Cette posture avait déjà provoqué des tensions avec Erevan, rappelle Nazrin Gadimova, chercheuse spécialiste de ce conflit basée à Istanbul. « Dans les années 1990, il y avait eu une confrontation entre le premier président de la République d’Arménie, Levon Ter-Petrossian, et les Karabakhtsy [dirigeants de la RAHK] car ces derniers rejetaient le plan du Groupe de Minsk [mené sous l’égide de l’Organisation pour la sécurité et la coopération en Europe]. Ter-Petrossian poussait vers une normalisation des relations avec Bakou et la Turquie. Son courage consistant à faire preuve de réalisme contre une opinion publique très nationaliste a échoué face au maximalisme de la RAHK. Mais les Arméniens ne portent pas seuls la responsabilité de la tragédie. Bakou a utilisé la force, ce qui va encore creuser le fossé entre les deux pays. »

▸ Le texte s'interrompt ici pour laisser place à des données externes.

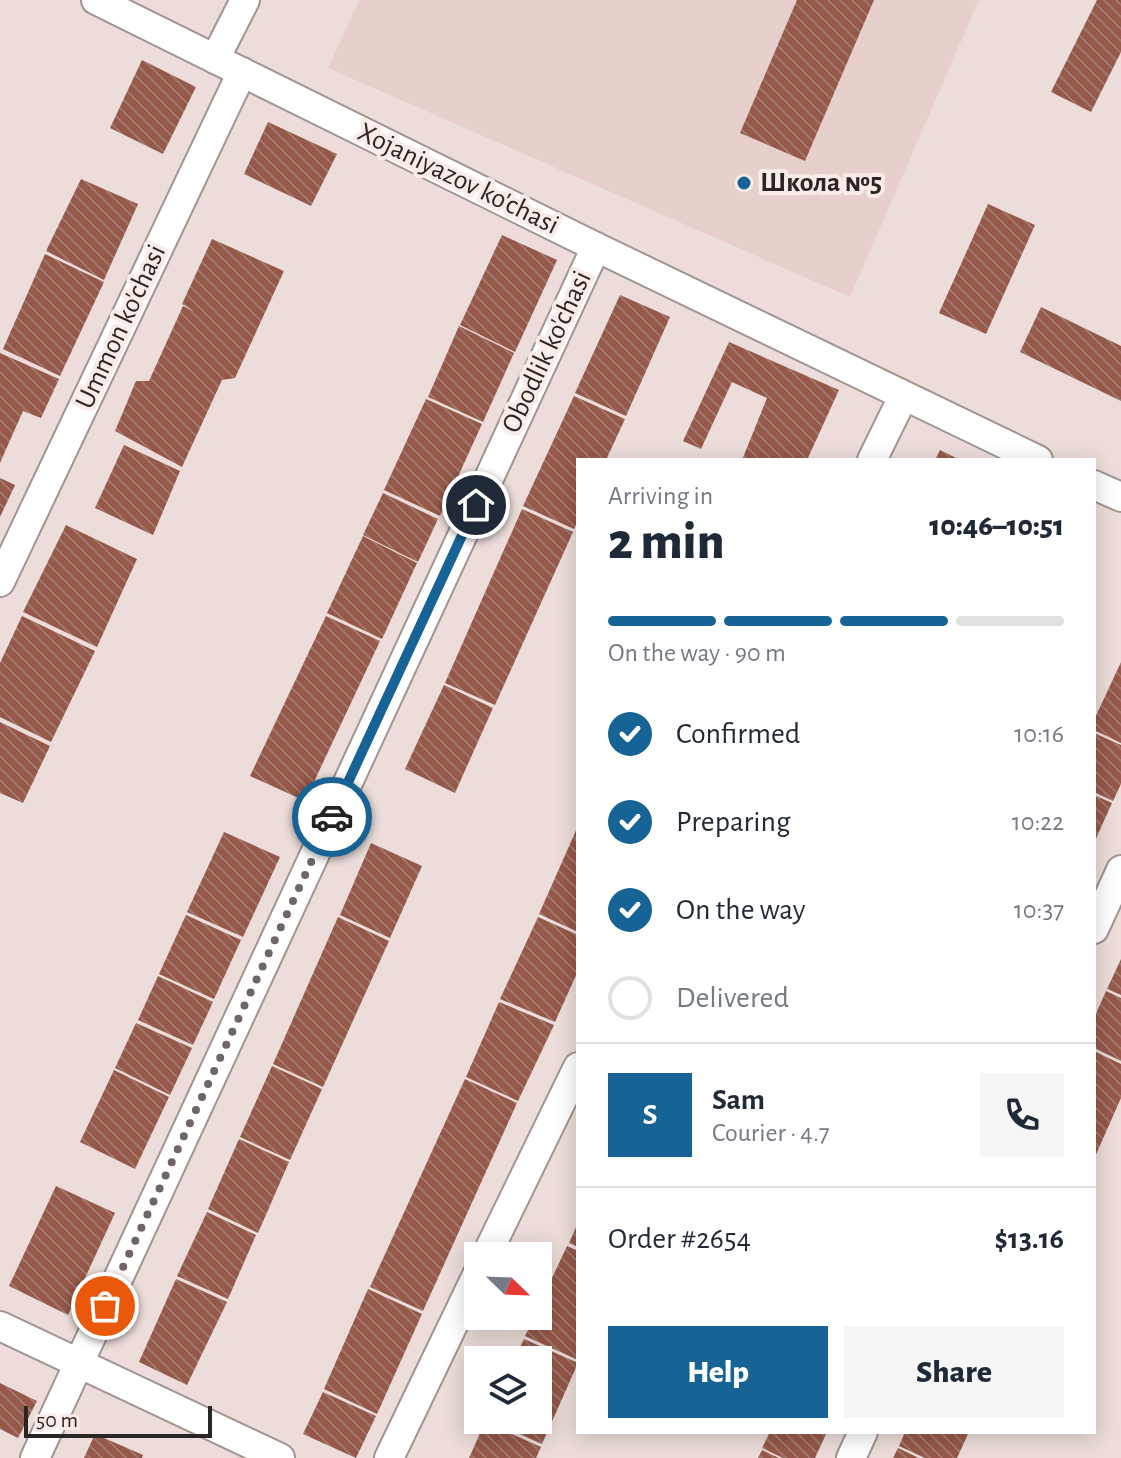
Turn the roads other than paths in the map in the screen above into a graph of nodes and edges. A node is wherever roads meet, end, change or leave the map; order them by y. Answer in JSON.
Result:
{"nodes":[{"id":1,"x":96,"y":0,"type":"edge"},
{"id":2,"x":245,"y":0,"type":"edge"},
{"id":3,"x":215,"y":59,"type":"junction"},
{"id":4,"x":242,"y":72,"type":"junction"},
{"id":5,"x":596,"y":247,"type":"junction"},
{"id":6,"x":903,"y":397,"type":"junction"},
{"id":7,"x":873,"y":458,"type":"edge"},
{"id":8,"x":1034,"y":458,"type":"edge"},
{"id":9,"x":1096,"y":486,"type":"edge"},
{"id":10,"x":1121,"y":497,"type":"edge"},
{"id":11,"x":0,"y":582,"type":"edge"},
{"id":12,"x":1121,"y":870,"type":"edge"},
{"id":13,"x":1096,"y":925,"type":"edge"},
{"id":14,"x":576,"y":1071,"type":"edge"},
{"id":15,"x":493,"y":1242,"type":"edge"},
{"id":16,"x":464,"y":1302,"type":"edge"},
{"id":17,"x":0,"y":1326,"type":"edge"},
{"id":18,"x":78,"y":1363,"type":"junction"},
{"id":19,"x":862,"y":1434,"type":"edge"},
{"id":20,"x":35,"y":1458,"type":"edge"},
{"id":21,"x":280,"y":1458,"type":"edge"},
{"id":22,"x":389,"y":1458,"type":"edge"},
{"id":23,"x":851,"y":1458,"type":"edge"}],
"edges":[{"from":1,"to":3,"type":"street","name":"Xojaniyazov ko'chasi"},
{"from":2,"to":3,"type":"street"},
{"from":3,"to":4,"type":"street","name":"Xojaniyazov ko'chasi"},
{"from":4,"to":5,"type":"street","name":"Xojaniyazov ko'chasi"},
{"from":4,"to":11,"type":"street","name":"Ummon ko'chasi"},
{"from":5,"to":6,"type":"street","name":"Xojaniyazov ko'chasi"},
{"from":5,"to":18,"type":"street","name":"Obodlik ko'chasi"},
{"from":6,"to":7,"type":"street"},
{"from":6,"to":8,"type":"street","name":"Xojaniyazov ko'chasi"},
{"from":9,"to":10,"type":"street"},
{"from":12,"to":13,"type":"street"},
{"from":14,"to":15,"type":"street"},
{"from":16,"to":22,"type":"street"},
{"from":17,"to":18,"type":"street"},
{"from":18,"to":20,"type":"street","name":"Obodlik ko'chasi"},
{"from":18,"to":21,"type":"street"},
{"from":19,"to":23,"type":"street"}]}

Cette hubris, dont ont fait preuve les dirigeants de la RAHK – et, dans une moindre mesure, ceux de la République d’Arménie –, a permis à l’Azerbaïdjan de prendre sa revanche, tandis que Moscou, aux prises avec l’Ukraine, n’était plus en mesure d’imposer sa domination dans le Caucase du Sud.

Encore choquée par la sanglante défaite de 2020 (3 800 soldats tués sur une population totale de 2,7 millions d’habitants), la république d’Arménie a refusé massivement une troisième guerre avec l’Azerbaïdjan. D’autant qu’Erevan s’est aussi senti lâché par la Russie, à laquelle elle est formellement liée par une alliance militaire, l’Organisation du traité de sécurité collective, qui s’est révélée virtuelle.

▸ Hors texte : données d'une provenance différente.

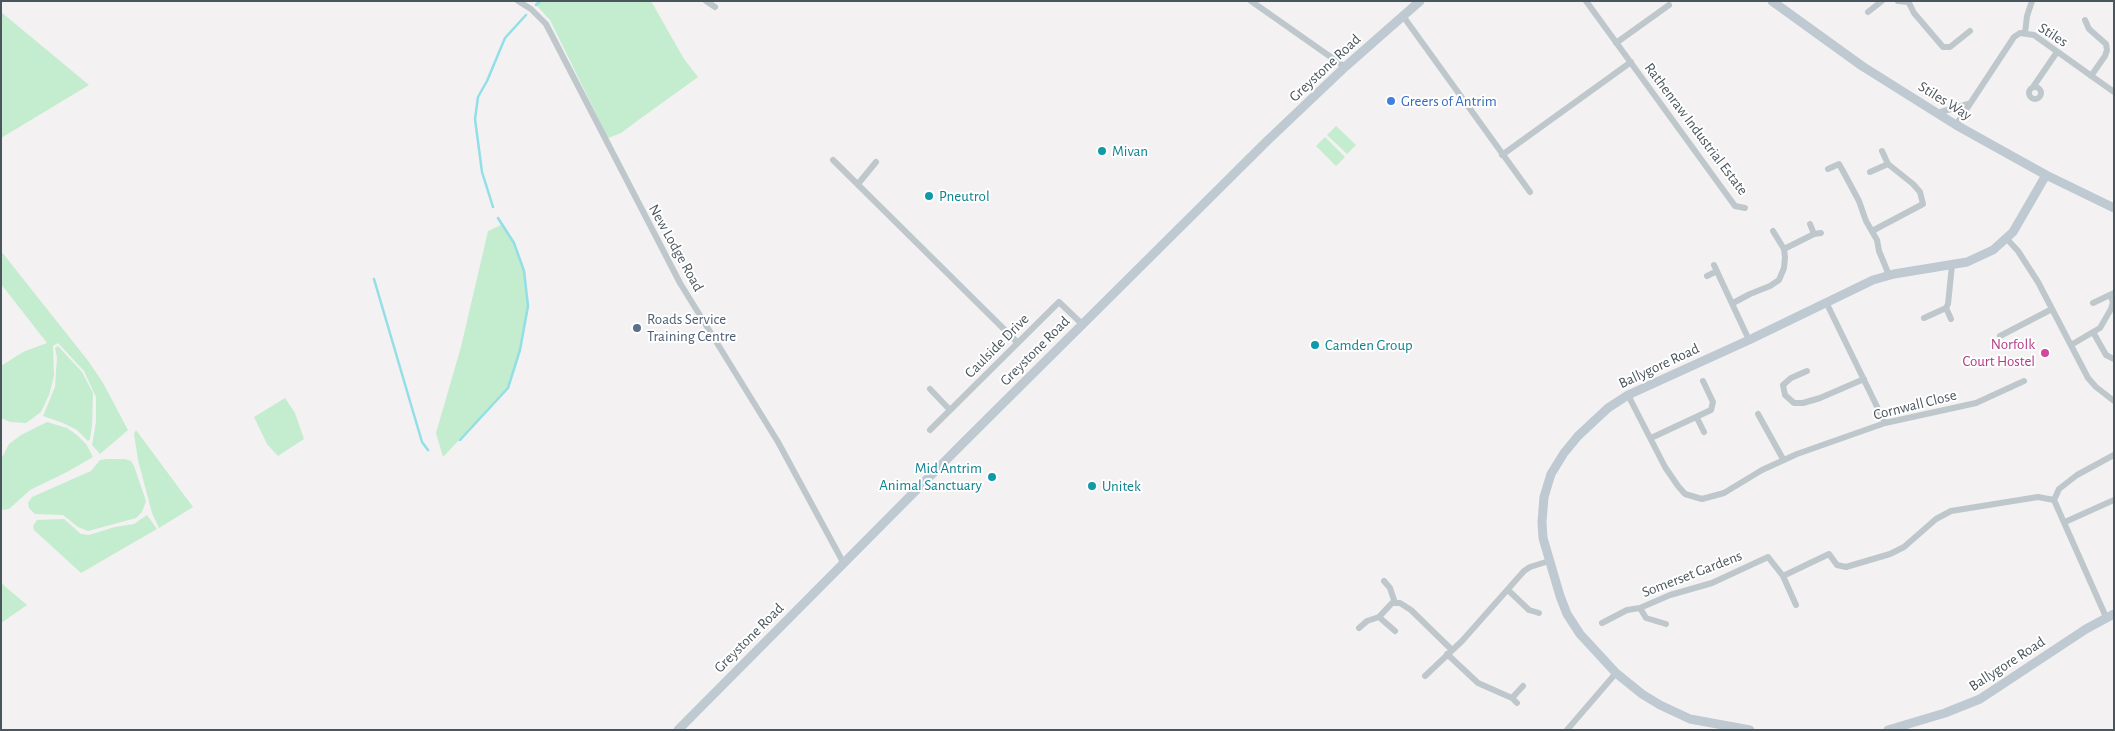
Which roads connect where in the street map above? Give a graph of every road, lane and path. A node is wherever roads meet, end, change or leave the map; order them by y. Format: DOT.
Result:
graph roads {
  1 [pos="518,1"];
  2 [pos="706,1"];
  3 [pos="1251,1"];
  4 [pos="1264,1"];
  5 [pos="1420,1"];
  6 [pos="1586,1"];
  7 [pos="1772,1"];
  8 [pos="1882,1"];
  9 [pos="1898,1"];
  10 [pos="2032,1"];
  11 [pos="1908,2"];
  12 [pos="1669,5"];
  13 [pos="715,7"];
  14 [pos="1260,8"];
  15 [pos="1868,12"];
  16 [pos="1403,16"];
  17 [pos="2085,20"];
  18 [pos="1970,31"];
  19 [pos="2025,33"];
  20 [pos="1616,43"];
  21 [pos="2057,52"];
  22 [pos="1631,62"];
  23 [pos="1345,67"];
  24 [pos="2091,76"];
  25 [pos="2033,87"];
  26 [pos="2114,92"];
  27 [pos="1968,104"];
  28 [pos="1937,113"];
  29 [pos="1956,125"];
  30 [pos="1882,151"];
  31 [pos="1502,155"];
  32 [pos="833,160"];
  33 [pos="876,162"];
  34 [pos="1888,164"];
  35 [pos="1828,169"];
  36 [pos="1870,172"];
  37 [pos="2046,176"];
  38 [pos="858,184"];
  39 [pos="1530,192"];
  40 [pos="1745,208"];
  41 [pos="2114,208"];
  42 [pos="1810,224"];
  43 [pos="1773,231"];
  44 [pos="1872,231"];
  45 [pos="1814,234"];
  46 [pos="1822,234"];
  47 [pos="2007,239"];
  48 [pos="1784,249"];
  49 [pos="1952,265"];
  50 [pos="1889,275"];
  51 [pos="1707,276"];
  52 [pos="2112,294"];
  53 [pos="1826,302"];
  54 [pos="1733,303"];
  55 [pos="2093,303"];
  56 [pos="2113,306"];
  57 [pos="1946,308"];
  58 [pos="2052,309"];
  59 [pos="1924,318"];
  60 [pos="1951,319"];
  61 [pos="1082,324"];
  62 [pos="2094,332"];
  63 [pos="2000,336"];
  64 [pos="1749,340"];
  65 [pos="1018,343"];
  66 [pos="2071,345"];
  67 [pos="2114,359"];
  68 [pos="1807,371"];
  69 [pos="1864,379"];
  70 [pos="1703,381"];
  71 [pos="2024,381"];
  72 [pos="930,389"];
  73 [pos="1628,395"];
  74 [pos="2114,401"];
  75 [pos="950,410"];
  76 [pos="1758,414"];
  77 [pos="1697,418"];
  78 [pos="1885,423"];
  79 [pos="930,430"];
  80 [pos="1704,432"];
  81 [pos="1651,438"];
  82 [pos="2114,455"];
  83 [pos="1783,459"];
  84 [pos="2054,500"];
  85 [pos="2114,500"];
  86 [pos="2065,522"];
  87 [pos="1549,561"];
  88 [pos="843,562"];
  89 [pos="1783,576"];
  90 [pos="1384,581"];
  91 [pos="1508,590"];
  92 [pos="1395,602"];
  93 [pos="1796,605"];
  94 [pos="1640,608"];
  95 [pos="1539,613"];
  96 [pos="2110,616"];
  97 [pos="1379,617"];
  98 [pos="1602,623"];
  99 [pos="1666,624"];
  100 [pos="1359,628"];
  101 [pos="1395,631"];
  102 [pos="1450,652"];
  103 [pos="1616,674"];
  104 [pos="1425,676"];
  105 [pos="1523,686"];
  106 [pos="1570,729"];
  107 [pos="678,730"];
  108 [pos="1750,730"];
  109 [pos="1888,730"];
  1 -- 88 [label="street, New Lodge Road"];
  2 -- 13 [label="street"];
  3 -- 14 [label="street"];
  4 -- 14 [label="street"];
  5 -- 16 [label="main road, Greystone Road"];
  6 -- 20 [label="street, Rathenraw Industrial Estate"];
  7 -- 28 [label="main road, Stiles Way"];
  8 -- 15 [label="street"];
  9 -- 11 [label="street"];
  10 -- 19 [label="street"];
  11 -- 18 [label="street"];
  12 -- 20 [label="street"];
  14 -- 23 [label="street"];
  16 -- 23 [label="main road, Greystone Road"];
  16 -- 31 [label="street"];
  17 -- 24 [label="street"];
  19 -- 21 [label="street, Stiles"];
  19 -- 27 [label="street, Stiles"];
  20 -- 22 [label="street, Rathenraw Industrial Estate"];
  21 -- 24 [label="street, Stiles"];
  21 -- 25 [label="street"];
  22 -- 31 [label="street, Rathenraw Industrial Estate"];
  22 -- 40 [label="street, Rathenraw Industrial Estate"];
  23 -- 61 [label="main road, Greystone Road"];
  24 -- 26 [label="street, Stiles"];
  27 -- 28 [label="street"];
  27 -- 29 [label="street, Stiles"];
  28 -- 29 [label="main road, Stiles Way"];
  29 -- 37 [label="main road, Stiles Way"];
  30 -- 34 [label="street"];
  31 -- 39 [label="street"];
  32 -- 38 [label="street"];
  33 -- 38 [label="street"];
  34 -- 36 [label="street"];
  34 -- 44 [label="street"];
  35 -- 44 [label="street"];
  37 -- 41 [label="main road, Stiles Way"];
  37 -- 47 [label="main road, Ballygore Road"];
  38 -- 65 [label="street"];
  42 -- 45 [label="street"];
  43 -- 48 [label="street"];
  44 -- 50 [label="street"];
  45 -- 46 [label="street"];
  45 -- 48 [label="street"];
  47 -- 49 [label="main road, Ballygore Road"];
  47 -- 58 [label="street"];
  48 -- 54 [label="street"];
  49 -- 50 [label="main road, Ballygore Road"];
  49 -- 57 [label="street"];
  50 -- 53 [label="main road, Ballygore Road"];
  51 -- 54 [label="street"];
  52 -- 55 [label="street"];
  52 -- 56 [label="street"];
  53 -- 64 [label="main road, Ballygore Road"];
  53 -- 69 [label="street"];
  54 -- 64 [label="street"];
  56 -- 62 [label="street"];
  57 -- 59 [label="street"];
  57 -- 60 [label="street"];
  58 -- 63 [label="street"];
  58 -- 66 [label="street"];
  61 -- 65 [label="street, Caulside Drive"];
  61 -- 88 [label="main road, Greystone Road"];
  62 -- 66 [label="street"];
  62 -- 67 [label="street"];
  64 -- 73 [label="main road, Ballygore Road"];
  65 -- 75 [label="street, Caulside Drive"];
  66 -- 74 [label="street"];
  68 -- 69 [label="street"];
  69 -- 78 [label="street"];
  70 -- 77 [label="street"];
  71 -- 78 [label="street, Cornwall Close"];
  72 -- 75 [label="street"];
  73 -- 81 [label="street, Cornwall Close"];
  73 -- 87 [label="main road, Ballygore Road"];
  75 -- 79 [label="street, Caulside Drive"];
  76 -- 83 [label="street"];
  77 -- 80 [label="street"];
  77 -- 81 [label="street"];
  78 -- 83 [label="street, Cornwall Close"];
  81 -- 83 [label="street, Cornwall Close"];
  82 -- 84 [label="street"];
  84 -- 86 [label="street, Ballygore Road"];
  84 -- 89 [label="street"];
  85 -- 86 [label="street"];
  86 -- 96 [label="street, Ballygore Road"];
  87 -- 91 [label="street"];
  87 -- 103 [label="main road, Ballygore Road"];
  88 -- 107 [label="main road, Greystone Road"];
  89 -- 93 [label="street"];
  89 -- 94 [label="street, Somerset Gardens"];
  90 -- 92 [label="street"];
  91 -- 95 [label="street"];
  91 -- 102 [label="street"];
  92 -- 97 [label="street"];
  92 -- 102 [label="street"];
  94 -- 98 [label="street, Somerset Gardens"];
  94 -- 99 [label="street"];
  96 -- 109 [label="main road, Ballygore Road"];
  97 -- 100 [label="street"];
  97 -- 101 [label="street"];
  102 -- 104 [label="street"];
  102 -- 105 [label="street"];
  103 -- 106 [label="street"];
  103 -- 108 [label="main road, Ballygore Road"];
}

En réaction, alors que les relations russo-arméniennes s’enveniment, le Parlement arménien a mis à l’ordre du jour, mardi 3 octobre, le vote de ratification du statut de Rome de la Cour pénale internationale (CPI), qui a émis au printemps un mandat d’arrêt visant le président russe, Vladimir Poutine, dans le cadre de la guerre en Ukraine. Un projet « extrêmement hostile », a immédiatement réagi le Kremlin, tandis qu’il s’est borné à « prendre acte » de l’annonce de l’auto-dissolution historique de la RAHK.

« Tout a joué en faveur de Bakou »

A posteriori, une partie des experts voit un déterminisme dans l’effondrement de la RAHK. Sa chute était « inévitable », estime Benyamin Poghosian, chercheur au centre de réflexion Applied Policy Research Institute, à Erevan. « Depuis début 2023, tout le monde savait que l’Azerbaïdjan allait attaquer le Haut-Karabakh, et que l’Azerbaïdjan voulait en finir par la force si les autorités de l’enclave refusaient de se dissoudre. »

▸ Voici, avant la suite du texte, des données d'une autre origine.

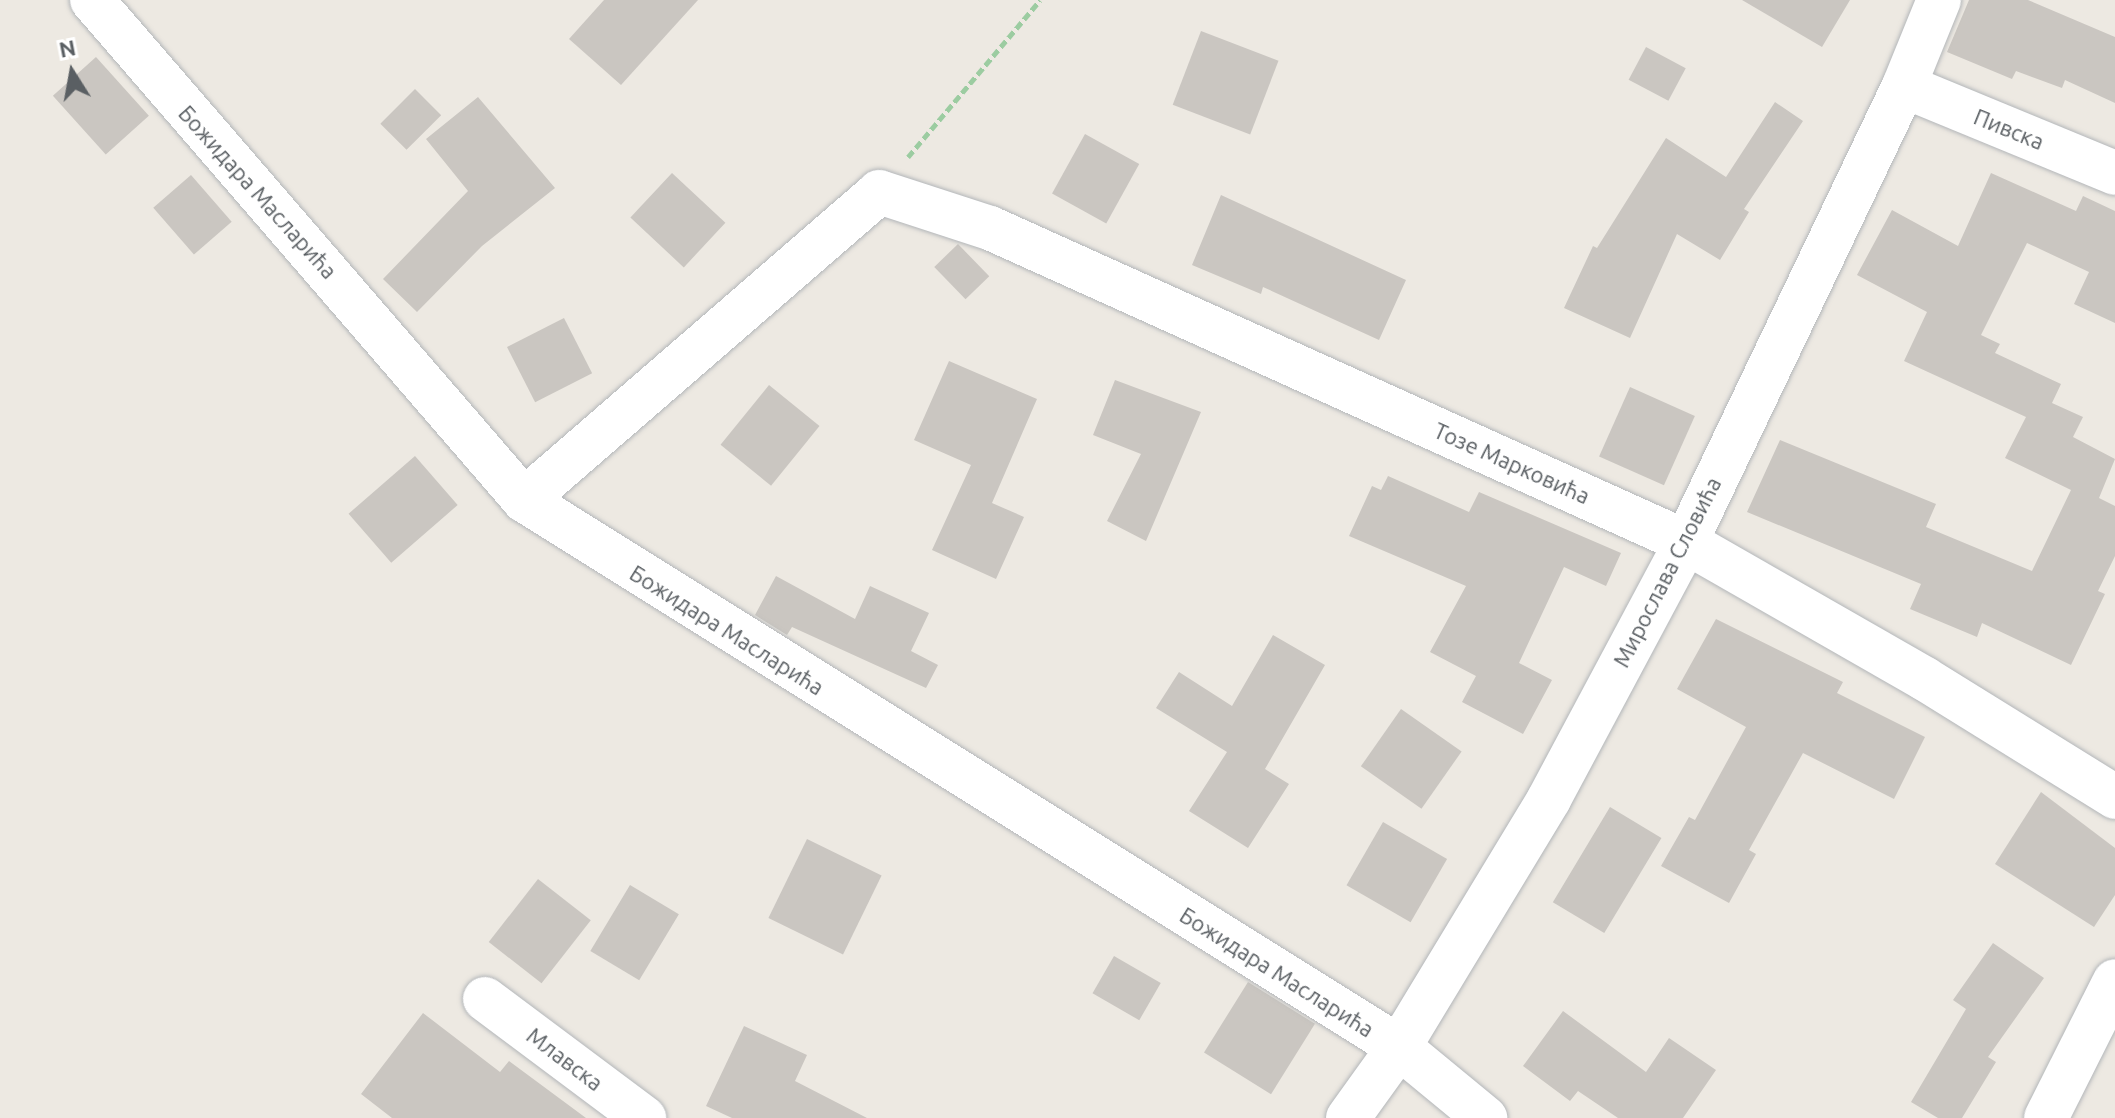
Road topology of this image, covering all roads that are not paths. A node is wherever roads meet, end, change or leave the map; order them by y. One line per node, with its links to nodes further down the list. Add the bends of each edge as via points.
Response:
1 (92, 0): 5 (street, Божидара Масларића)
2 (1939, 0): 3 (street, Мирослава Словића)
3 (1904, 86): 4 (street, Пивска); 6 (street, Мирослава Словића)
4 (2115, 173)
5 (524, 500): 6 (street, Тозе Марковића, via 879,192 990,228); 10 (street, Божидара Масларића)
6 (1686, 542): 7 (street, Тозе Марковића, via 1925,679); 10 (street, Мирослава Словића, via 1549,799)
7 (2115, 797)
8 (2115, 981): 14 (street)
9 (485, 999): 11 (street, Млавска)
10 (1399, 1047): 12 (street, Мирослава Словића); 13 (street, Божидара Масларића)
11 (644, 1118)
12 (1348, 1118)
13 (1485, 1118)
14 (2046, 1118)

« Entre 2021 et 2022, les autorités azerbaïdjanaises ont choisi la tactique du salami, coupant littéralement, morceau par morceau, les vestiges de l’Etat autoproclamé », observe le politologue russe Sergueï Markedonov. Pour ce dernier, « la partie arménienne a considéré le statu quo de 2020 comme un répit, tandis que la partie azerbaïdjanaise y a vu une nouvelle tentative de geler à nouveau le conflit. D’où les tentatives d’accélérer le calendrier. L’Occident, qui a misé sur la réduction de la dépendance énergétique à l’égard de la Russie, ne veut surtout pas exacerber les passions dans les relations avec l’Azerbaïdjan, tandis que la Turquie a toujours soutenu et continue de soutenir son partenaire stratégique. Tout a joué en faveur de Bakou. »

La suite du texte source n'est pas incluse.